Indem die Prinzessin in dem Prinzen von Persien die
Neugierde rege machte, den Königspalast von Bengalen zu sehen und darin den
König, ihren Vater, zu begrüßen, so hoffte sie, dass, wenn es ihr gelänge,
ihr Vater beim Anblick eines so wohl gebildeten, klugen, vollkommenen und mit den
vorzüglichsten Eigenschaften ausgestatten Prinzen sich vielleicht entschließen
würde, ihm eine Heiratsverbindung anzutragen und ihm sie selber zur Gemahlin
vorzuschlagen.
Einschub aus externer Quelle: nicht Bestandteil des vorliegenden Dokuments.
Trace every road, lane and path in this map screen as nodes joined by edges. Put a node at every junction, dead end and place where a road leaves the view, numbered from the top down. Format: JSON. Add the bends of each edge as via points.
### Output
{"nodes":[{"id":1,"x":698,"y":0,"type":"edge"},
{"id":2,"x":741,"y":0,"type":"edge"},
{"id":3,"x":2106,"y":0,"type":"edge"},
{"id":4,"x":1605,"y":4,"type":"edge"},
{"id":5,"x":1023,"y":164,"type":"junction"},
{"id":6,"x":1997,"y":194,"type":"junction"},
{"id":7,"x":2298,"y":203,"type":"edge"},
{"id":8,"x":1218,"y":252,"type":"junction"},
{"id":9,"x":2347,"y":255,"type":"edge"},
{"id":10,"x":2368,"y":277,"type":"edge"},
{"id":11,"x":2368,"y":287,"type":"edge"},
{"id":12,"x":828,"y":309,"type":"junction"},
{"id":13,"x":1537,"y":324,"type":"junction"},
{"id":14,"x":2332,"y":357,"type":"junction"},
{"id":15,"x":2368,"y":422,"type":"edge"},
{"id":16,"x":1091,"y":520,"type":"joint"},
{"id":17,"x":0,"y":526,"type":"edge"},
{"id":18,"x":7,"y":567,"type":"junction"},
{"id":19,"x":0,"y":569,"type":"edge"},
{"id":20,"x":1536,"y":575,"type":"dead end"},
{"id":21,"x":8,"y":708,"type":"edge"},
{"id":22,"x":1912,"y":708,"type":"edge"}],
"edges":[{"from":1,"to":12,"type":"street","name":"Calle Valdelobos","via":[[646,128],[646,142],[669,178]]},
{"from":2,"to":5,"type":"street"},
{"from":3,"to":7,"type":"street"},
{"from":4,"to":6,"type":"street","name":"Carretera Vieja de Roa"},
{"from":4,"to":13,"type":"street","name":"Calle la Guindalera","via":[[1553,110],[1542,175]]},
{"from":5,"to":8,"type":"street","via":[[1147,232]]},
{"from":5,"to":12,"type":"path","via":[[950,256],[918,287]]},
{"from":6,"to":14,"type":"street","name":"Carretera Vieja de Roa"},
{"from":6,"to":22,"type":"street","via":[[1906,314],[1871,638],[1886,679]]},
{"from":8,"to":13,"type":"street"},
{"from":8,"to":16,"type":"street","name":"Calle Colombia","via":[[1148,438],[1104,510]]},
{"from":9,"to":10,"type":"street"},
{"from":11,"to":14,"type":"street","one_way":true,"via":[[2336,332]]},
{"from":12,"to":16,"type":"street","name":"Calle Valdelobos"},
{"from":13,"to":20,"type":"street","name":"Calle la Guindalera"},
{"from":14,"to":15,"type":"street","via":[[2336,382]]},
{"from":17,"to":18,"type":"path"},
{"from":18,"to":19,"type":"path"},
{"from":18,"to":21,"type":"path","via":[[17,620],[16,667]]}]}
Da sie außerdem überzeugt war, dass sie dem Prinzen von Persien
nicht gleichgültig sei und dass dieser eine solche Verbindung nicht ablehnen
würde, so hoffte sie auf diesem Weg zum Ziel ihrer Wünsche zu gelangen, und
dabei zugleich jenen Wohlstand zu beobachten, der einer Prinzessin, die in allem
ganz von dem Willen ihres königlichen Vaters abhängig erscheinen wollte, zu
beobachten geziemt. Doch der Prinz von Persien antwortete ihr über diesen Punkt
nicht ganz so, wie sie es erwartet hatte.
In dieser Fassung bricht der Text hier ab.